How to Knit With Double-Pointed Needles
Knitting with double-pointed needles or DPNs is for knitting smaller items in the round. A set of needles are exactly what the name implies: they have points on each end to allow knitting to happen from either side. They usually come in a package of four or five. Since there are so many, don’t let it look intimidating at all. It can seem overwhelming to figure out how to knit with so many needles but once you discover that the needles are meant to form a shape for in-the-round knitting, it will seem like an easy jump from circular needles to straight double-pointed ones.
DPNs, as they will be referred to now, are meant for smaller in-the-round knitting like socks or sleeves for a sweater. DPNs do come in different lengths and are made of different materials metal and bamboo, much like regular knitting needles. Depending on the project, knowing the length and size will be important. Lengths of DPNs average four inches to ten inches. Socks can be made with a length of five or six inches and a hat (yes, you can still make a hat with DPNs!) Can be made with needles eight or ten inches in length.
When it comes to the material of the needle, the advantages and disadvantages of different needles are in another article here on Creative Fabrica, but when it comes to working with DPNs, bamboo may make a great decision as the stitches have less surface drag and won’t slide off the needles.
Double Pointed Needles vs Circular Needles
Circular needles are needles connected by a cable in between. They are meant to be used to knit things over sixteen inches in diameter. So anything smaller than that diameter you grab some double-pointed needles.
So DPNs will come in handy when knitting smaller items like socks, mittens and gloves, finishing off hats and sleeves of sweaters. There are many other knitted things to make with DPN and these are just examples.
How Do You Use Double-Pointed Needles
Knitting with circular needles is a continuous process of knitting around the cable needle in a big loop. The yarn does not leave the needles until you completely cast off.
With DPNs, each needle will have a set number of stitches, preferably the same number and knitting along the row of one needle then jumping off to the next needle.
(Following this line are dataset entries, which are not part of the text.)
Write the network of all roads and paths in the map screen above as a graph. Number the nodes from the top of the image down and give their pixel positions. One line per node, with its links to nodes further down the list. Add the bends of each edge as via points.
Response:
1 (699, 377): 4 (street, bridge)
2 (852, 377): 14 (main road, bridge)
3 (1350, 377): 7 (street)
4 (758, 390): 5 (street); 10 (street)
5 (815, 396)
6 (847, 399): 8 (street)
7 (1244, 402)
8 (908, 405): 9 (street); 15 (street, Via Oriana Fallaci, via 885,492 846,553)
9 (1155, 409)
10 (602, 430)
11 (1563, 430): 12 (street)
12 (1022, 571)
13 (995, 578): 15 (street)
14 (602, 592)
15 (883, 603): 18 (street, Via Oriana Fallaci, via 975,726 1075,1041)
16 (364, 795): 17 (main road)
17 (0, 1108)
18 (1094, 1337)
How to Cast On and Start Knitting
The first step to casting on DPNs is using one needle to carry all the stitches and then dividing them across three other needles. Join the stitches in the round the same way as circular knitting. Make sure any bumps of the cast-on edge are facing inward and also check that you don’t have any twisted stitches before joining. Once you start knitting, you’ll be working in a triangular shape. Or, if mentioned in the pattern to work with four needles, you’ll be working in a square shape. The remaining needle without any stitches will be your right hand working needle.
Getting started while working on the first two needles on your first row is a little awkward, but once you add more rows, the ease gets better. Hold the needle with the first cast-on stitches on it in your left hand and the needle without stitches in your hand. Knit as you normally would through each needle and let the others hang while you work. You’ll realize that when you finish one row of stitches on one needle, you’ll have to connect to the next needle. After finishing one circuit of stitches along with the needles, use the tail of the yarn from your first cast on stitch to be your starting point, or use a stitch marker so you remember where the round starts.
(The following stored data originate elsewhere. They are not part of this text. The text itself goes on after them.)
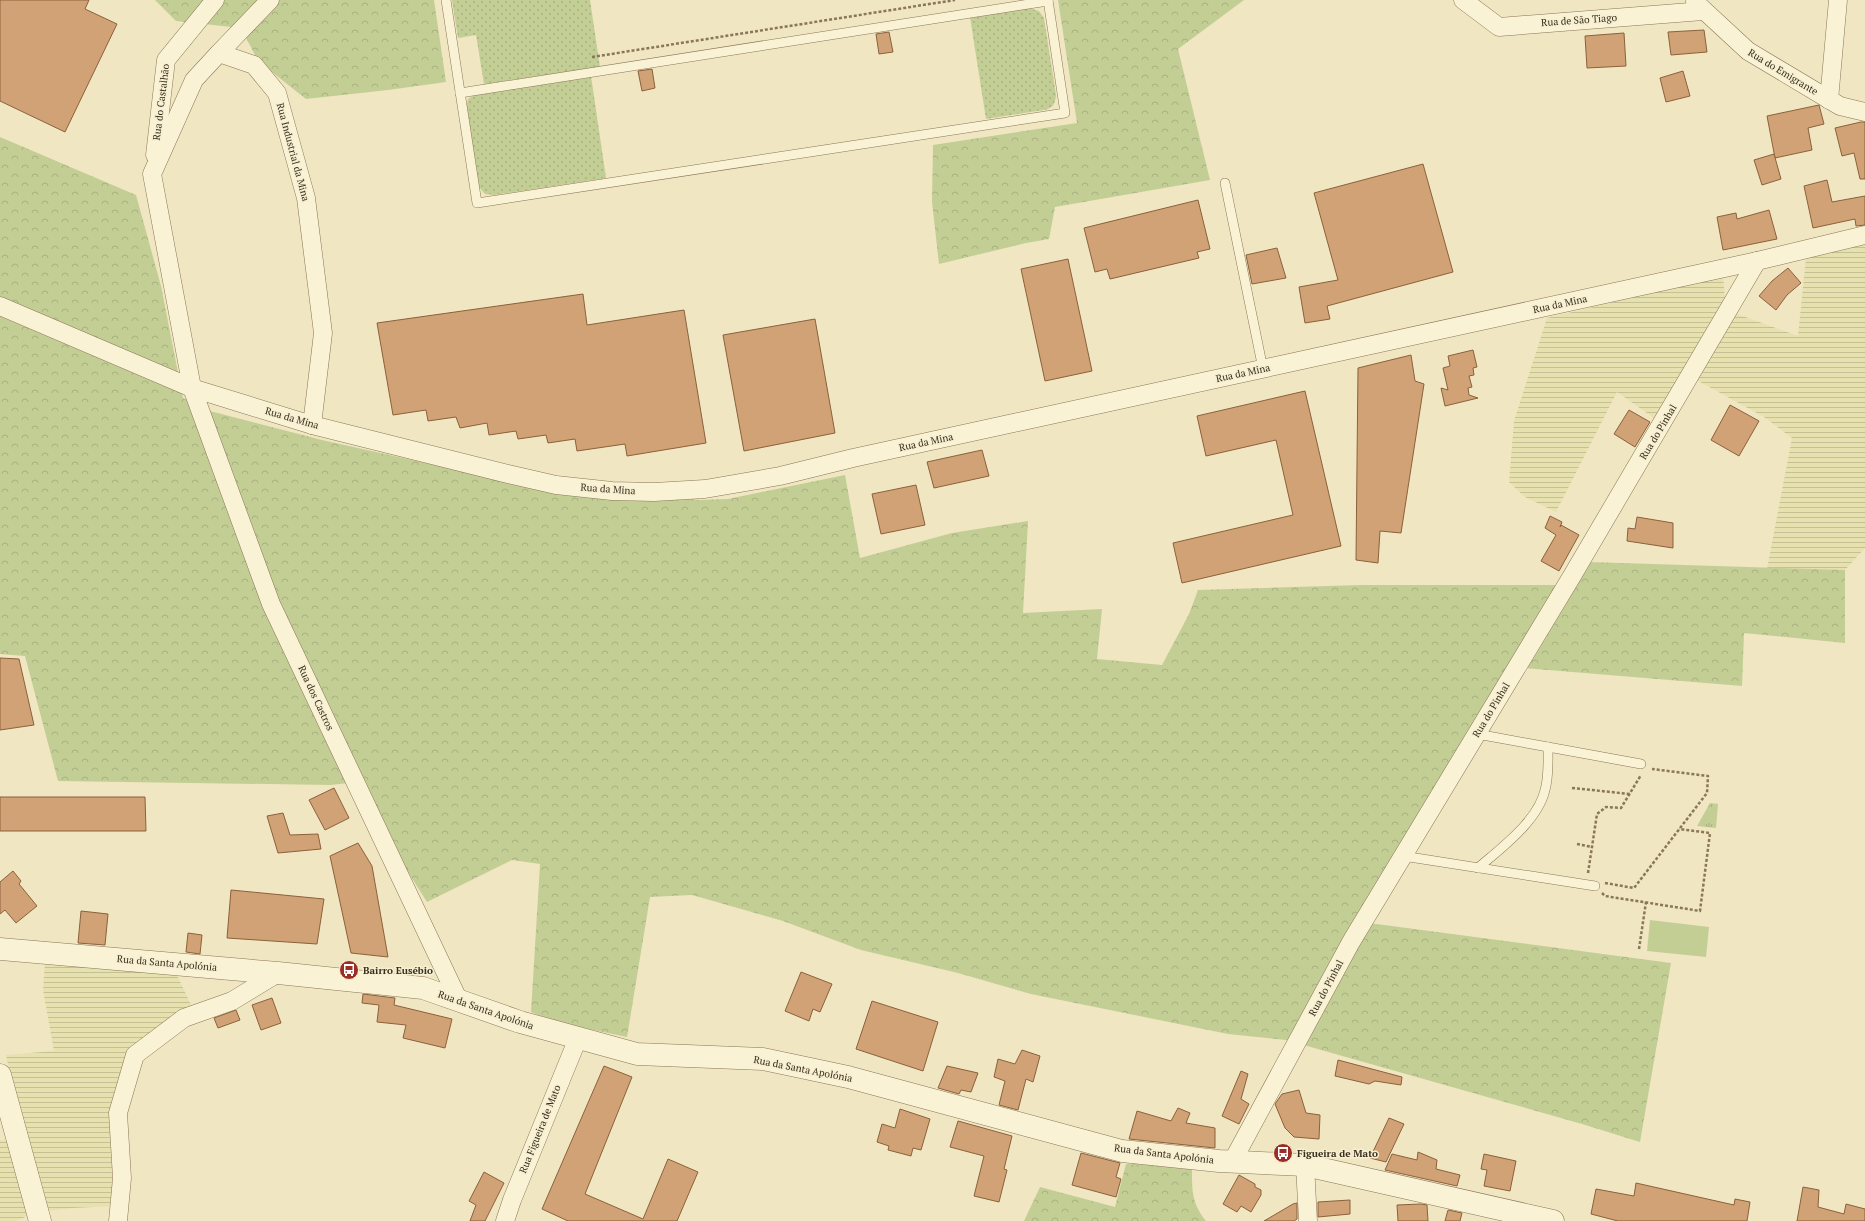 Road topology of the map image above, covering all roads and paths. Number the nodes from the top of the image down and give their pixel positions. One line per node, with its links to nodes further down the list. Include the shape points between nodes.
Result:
1 (215, 0): 14 (street, Rua do Castalhão, via 166,60)
2 (270, 0): 9 (street)
3 (446, 0): 11 (lane)
4 (955, 0): 10 (path)
5 (1048, 0): 11 (lane); 11 (lane, via 1065,113 477,203)
6 (1463, 0): 8 (street, Rua de São Tiago, via 1499,27)
7 (1838, 0): 12 (street)
8 (1698, 6): 12 (street, Rua do Emigrante, via 1748,51)
9 (219, 53): 14 (street, via 194,80); 21 (street, Rua Industrial da Mina, via 254,64 277,92 306,198 323,333)
10 (592, 57)
11 (460, 92)
12 (1829, 100): 13 (street, Rua do Emigrante, via 1840,106)
13 (1865, 112)
14 (152, 174): 20 (street)
15 (1225, 183): 19 (lane)
16 (1865, 235): 17 (street, Rua da Mina)
17 (1757, 261): 19 (street, Rua da Mina); 22 (street, Rua do Pinhal)
18 (0, 306): 20 (street, Rua da Mina)
19 (1263, 369): 21 (street, Rua da Mina, via 780,476 705,489 612,491 556,485)
20 (192, 388): 21 (street, Rua da Mina); 37 (street, Rua dos Castros, via 270,604)
21 (312, 425)
22 (1477, 734): 23 (lane); 30 (street, Rua do Pinhal)
23 (1548, 747): 24 (lane); 31 (lane, via 1545,791 1534,813 1517,834)
24 (1643, 766): 26 (path); 27 (path, via 1708,776 1707,793)
25 (1572, 788): 26 (path)
26 (1630, 794): 29 (path, via 1621,808 1606,806 1597,814)
27 (1679, 829): 32 (path, via 1634,888 1604,883); 33 (path, via 1710,833 1700,910)
28 (1577, 844): 29 (path)
29 (1592, 847): 32 (path)
30 (1403, 856): 31 (lane); 40 (street, Rua do Pinhal, via 1351,942)
31 (1478, 868): 32 (lane)
32 (1591, 885): 33 (path, via 1605,896)
33 (1646, 902): 35 (path)
34 (0, 949): 36 (street, Rua da Santa Apolónia)
35 (1639, 949)
36 (278, 973): 37 (street, Rua da Santa Apolónia, via 422,988); 43 (street, via 232,1001 184,1018 135,1055 118,1113 122,1178)
37 (459, 1000): 38 (street, Rua da Santa Apolónia, via 520,1022)
38 (578, 1038): 40 (street, Rua da Santa Apolónia, via 636,1054 763,1059 848,1077 1122,1151); 44 (street, Rua Figueira de Mato)
39 (1, 1083): 42 (street)
40 (1232, 1162): 41 (street, Rua da Santa Apolónia)
41 (1304, 1164): 45 (street); 46 (street, Rua da Santa Apolónia)
42 (40, 1221)
43 (118, 1221)
44 (505, 1221)
45 (1308, 1221)
46 (1553, 1221)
After a few rows, there might be some “ladders” appearing between the stitches where you have to join from the next needle. They are quite easy to fix as they are formed by knitting with uneven, loose tension. It is easy to lose that tension when switching to the next needle but a great solution four would be to loosen the tension around the neighboring stitches. When you use the other stitches to carry the tension burden, the gap will be less obvious. When you continue to knit the next rows, be mindful of pulling on the yarn a little tighter when you make the switch to the next needle. As you progress a few rows further, you’ll see how seamless your stitches are.
Three? Four? Five Needles? What’s the Difference?
When you see packs of DPNs sold in a store, they are usually in a set of four or five. The number of needles needed is usually mentioned in the pattern and comes down to what you are making. Sometimes a pattern may even call for changes, even if working in decreases you may be working with an additional needle and will have to lose one as you continue on the pattern.
If you find your stitches dropping off the ends, switch from aluminium needles to bamboo, or when you’re taking a break from knitting, storing your knitting for a time or bringing it with you for any reason, use needle stoppers or rubber bands at the ends of the needles to prevent dropped stitches. You don’t want to be rows and rows into your project to only deal with dreaded dropped stitches falling off more than one needle. Oh, what a mess!
Finishing a Project With DPNs
Most knitted items used with DPNs are meant to be made into something that is closed at one end or meant to be attached to something like the body of a sweater. The usual method of binding off is not used and will be dictated in the pattern. You will be grafting the stitches to another body of work or sliding the stitches off of the needles onto a yarn needle and pulling tight to close, like a sock.
That will be it! Now you’re knitting with double-pointed needles!